_What the task asks_.
Locate the string "view" in the listing below. Copy every line where it is found.

_Data extract_.
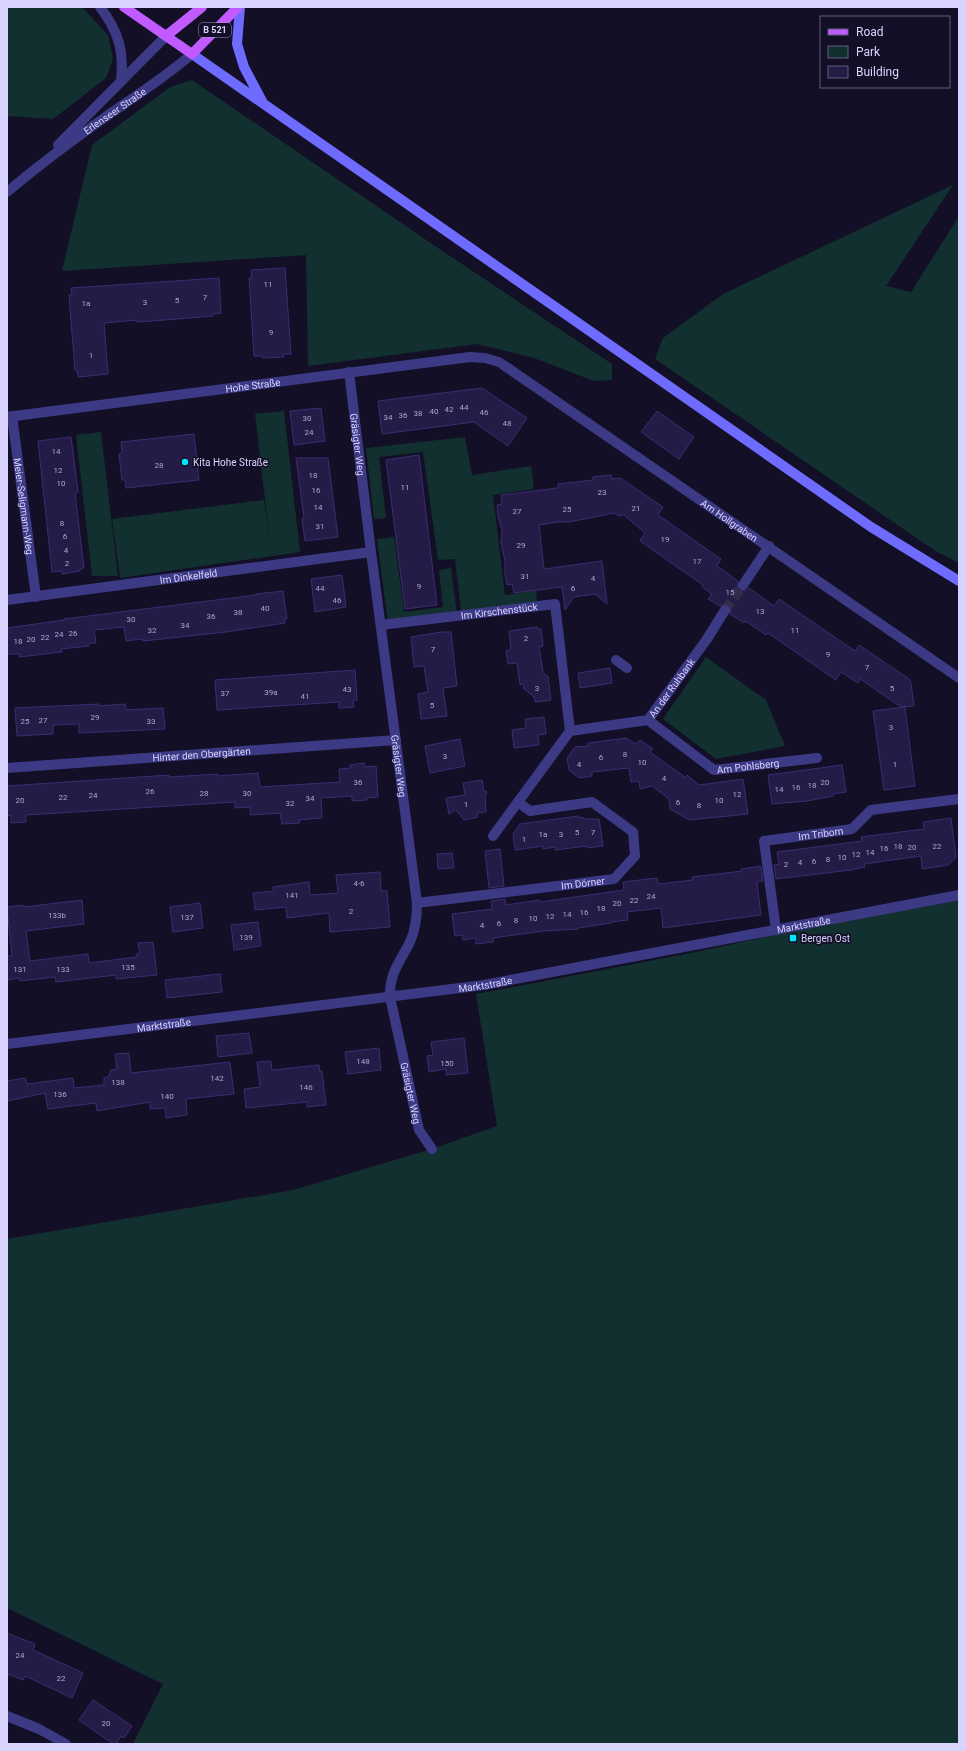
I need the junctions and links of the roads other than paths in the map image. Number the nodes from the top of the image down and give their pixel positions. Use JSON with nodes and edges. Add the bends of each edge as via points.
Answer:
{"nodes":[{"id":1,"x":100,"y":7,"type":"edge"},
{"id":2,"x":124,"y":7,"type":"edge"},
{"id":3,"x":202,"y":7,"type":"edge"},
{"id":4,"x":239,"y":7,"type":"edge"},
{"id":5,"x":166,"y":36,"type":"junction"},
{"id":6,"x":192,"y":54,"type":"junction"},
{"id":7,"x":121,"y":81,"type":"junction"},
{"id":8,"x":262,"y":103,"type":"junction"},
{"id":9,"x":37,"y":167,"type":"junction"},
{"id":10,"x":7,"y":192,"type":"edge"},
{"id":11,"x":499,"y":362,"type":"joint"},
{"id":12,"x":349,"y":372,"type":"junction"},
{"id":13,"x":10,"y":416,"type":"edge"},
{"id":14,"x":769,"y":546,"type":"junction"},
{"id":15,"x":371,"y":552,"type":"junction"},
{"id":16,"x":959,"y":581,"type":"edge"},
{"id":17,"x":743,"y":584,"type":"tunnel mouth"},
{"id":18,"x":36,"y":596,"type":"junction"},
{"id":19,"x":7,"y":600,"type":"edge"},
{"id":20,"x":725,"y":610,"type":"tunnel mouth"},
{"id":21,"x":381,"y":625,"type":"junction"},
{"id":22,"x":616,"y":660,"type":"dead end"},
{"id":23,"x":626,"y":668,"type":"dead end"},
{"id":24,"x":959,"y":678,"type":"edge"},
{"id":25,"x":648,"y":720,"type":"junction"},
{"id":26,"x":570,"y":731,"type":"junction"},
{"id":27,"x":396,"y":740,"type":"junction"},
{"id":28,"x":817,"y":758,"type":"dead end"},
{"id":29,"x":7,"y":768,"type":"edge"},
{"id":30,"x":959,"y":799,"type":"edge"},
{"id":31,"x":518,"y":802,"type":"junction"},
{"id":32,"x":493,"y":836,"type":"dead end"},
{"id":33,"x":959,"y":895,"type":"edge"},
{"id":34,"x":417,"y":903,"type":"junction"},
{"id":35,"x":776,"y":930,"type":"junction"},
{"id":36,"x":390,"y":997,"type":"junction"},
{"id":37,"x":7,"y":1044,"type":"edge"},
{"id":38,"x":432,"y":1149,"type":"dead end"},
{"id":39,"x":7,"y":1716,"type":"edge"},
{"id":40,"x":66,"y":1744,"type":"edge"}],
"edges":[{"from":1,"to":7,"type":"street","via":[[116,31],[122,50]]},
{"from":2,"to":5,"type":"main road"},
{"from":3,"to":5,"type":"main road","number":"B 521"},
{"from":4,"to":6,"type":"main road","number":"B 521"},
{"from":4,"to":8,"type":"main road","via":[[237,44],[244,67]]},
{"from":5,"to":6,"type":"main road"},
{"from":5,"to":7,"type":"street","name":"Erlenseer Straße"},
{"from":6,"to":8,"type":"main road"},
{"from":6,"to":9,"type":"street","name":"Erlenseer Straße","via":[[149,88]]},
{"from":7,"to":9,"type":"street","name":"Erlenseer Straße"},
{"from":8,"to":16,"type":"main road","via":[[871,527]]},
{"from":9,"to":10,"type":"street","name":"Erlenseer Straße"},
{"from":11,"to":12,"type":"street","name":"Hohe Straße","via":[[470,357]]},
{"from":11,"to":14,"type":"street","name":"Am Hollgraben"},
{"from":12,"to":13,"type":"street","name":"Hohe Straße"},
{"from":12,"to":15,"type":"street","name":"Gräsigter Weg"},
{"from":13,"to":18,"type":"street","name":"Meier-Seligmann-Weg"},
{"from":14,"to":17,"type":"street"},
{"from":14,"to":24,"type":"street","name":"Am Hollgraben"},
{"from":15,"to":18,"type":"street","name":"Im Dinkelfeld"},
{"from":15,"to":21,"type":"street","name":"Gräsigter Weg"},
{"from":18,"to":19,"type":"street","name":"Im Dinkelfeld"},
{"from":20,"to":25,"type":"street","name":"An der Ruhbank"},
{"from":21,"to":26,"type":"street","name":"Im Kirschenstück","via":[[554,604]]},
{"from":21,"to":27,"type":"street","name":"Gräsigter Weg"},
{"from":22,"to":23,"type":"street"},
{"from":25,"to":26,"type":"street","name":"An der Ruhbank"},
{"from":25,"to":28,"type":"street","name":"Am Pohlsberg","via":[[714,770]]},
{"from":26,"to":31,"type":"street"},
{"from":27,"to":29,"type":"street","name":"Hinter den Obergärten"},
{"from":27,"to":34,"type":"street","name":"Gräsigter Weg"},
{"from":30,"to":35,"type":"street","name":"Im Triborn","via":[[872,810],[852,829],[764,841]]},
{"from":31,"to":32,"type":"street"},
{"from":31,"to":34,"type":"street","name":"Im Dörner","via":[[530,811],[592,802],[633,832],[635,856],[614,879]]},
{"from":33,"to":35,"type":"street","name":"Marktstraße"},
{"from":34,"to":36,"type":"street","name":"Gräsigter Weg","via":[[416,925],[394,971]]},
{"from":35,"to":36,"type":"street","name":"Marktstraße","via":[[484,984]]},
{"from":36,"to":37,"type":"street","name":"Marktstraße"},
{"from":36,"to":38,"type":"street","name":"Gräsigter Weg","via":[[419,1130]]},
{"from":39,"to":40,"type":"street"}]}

...

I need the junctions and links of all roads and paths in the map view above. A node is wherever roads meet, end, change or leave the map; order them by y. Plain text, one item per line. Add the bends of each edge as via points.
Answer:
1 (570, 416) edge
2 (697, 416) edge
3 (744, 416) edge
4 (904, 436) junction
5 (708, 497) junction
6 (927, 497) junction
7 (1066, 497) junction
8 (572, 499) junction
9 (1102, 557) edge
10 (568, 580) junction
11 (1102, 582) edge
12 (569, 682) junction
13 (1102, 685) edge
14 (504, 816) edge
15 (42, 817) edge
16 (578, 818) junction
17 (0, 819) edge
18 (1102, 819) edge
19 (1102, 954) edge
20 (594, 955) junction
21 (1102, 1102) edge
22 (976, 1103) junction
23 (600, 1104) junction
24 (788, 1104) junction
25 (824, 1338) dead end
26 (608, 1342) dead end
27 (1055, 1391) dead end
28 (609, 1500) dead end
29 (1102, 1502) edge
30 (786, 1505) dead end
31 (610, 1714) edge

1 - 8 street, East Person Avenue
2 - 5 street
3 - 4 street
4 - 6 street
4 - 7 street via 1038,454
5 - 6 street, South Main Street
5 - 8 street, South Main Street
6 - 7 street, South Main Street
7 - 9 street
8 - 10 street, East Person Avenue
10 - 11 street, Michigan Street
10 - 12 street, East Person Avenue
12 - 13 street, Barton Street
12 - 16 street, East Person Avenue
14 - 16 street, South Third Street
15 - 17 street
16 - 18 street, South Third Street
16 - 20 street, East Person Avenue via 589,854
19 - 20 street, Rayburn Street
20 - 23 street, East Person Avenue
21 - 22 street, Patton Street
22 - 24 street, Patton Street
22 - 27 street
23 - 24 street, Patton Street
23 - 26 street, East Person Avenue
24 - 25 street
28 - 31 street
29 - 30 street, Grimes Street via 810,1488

--

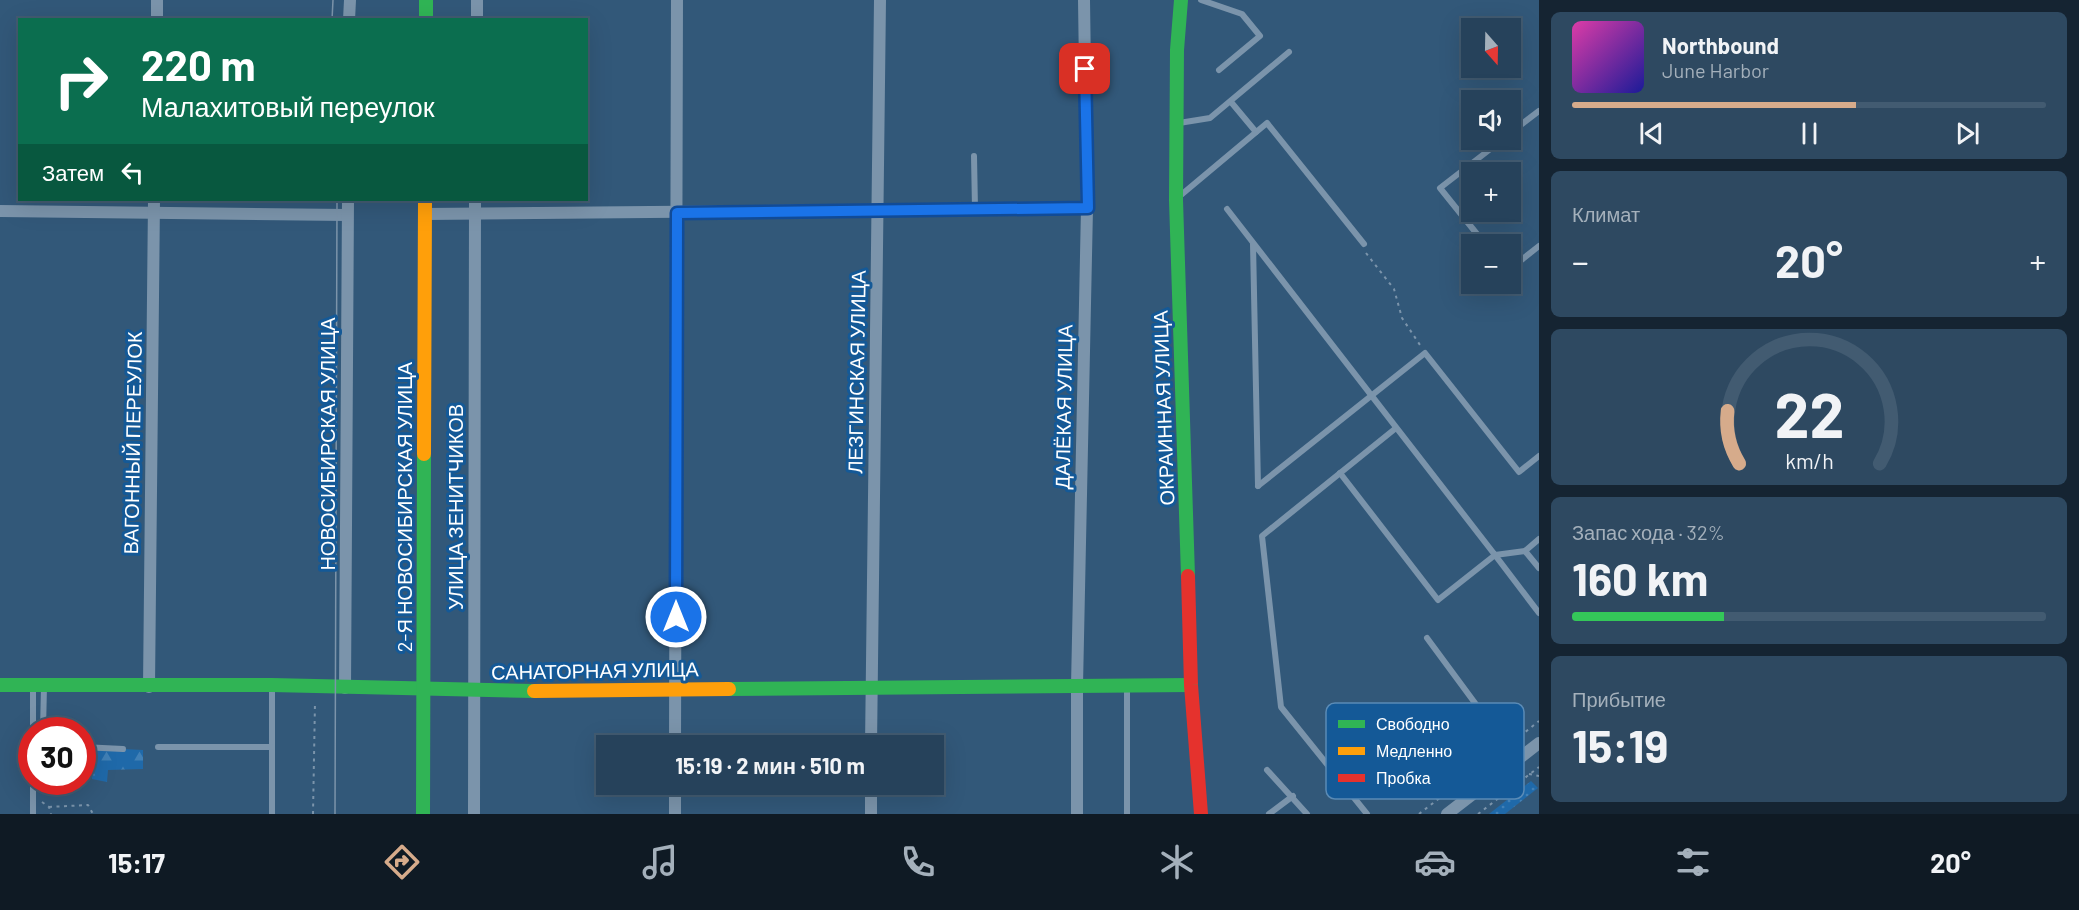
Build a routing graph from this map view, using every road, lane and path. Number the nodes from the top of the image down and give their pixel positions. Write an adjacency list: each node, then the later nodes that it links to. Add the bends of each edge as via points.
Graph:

_Solution below_.
I need the junctions and links of all roads and paths in the map view above. A node is wherever roads meet, end, change or leave the map; order them by y. Plain text, one item per line. Add the bends of each edge as via points.
Build a routing graph from this map view, using every road, lane and path. Number the nodes from the top of the image down and give their pixel positions. Write an adjacency list: each node, then the later nodes that it links to. Add the bends of each edge as via points.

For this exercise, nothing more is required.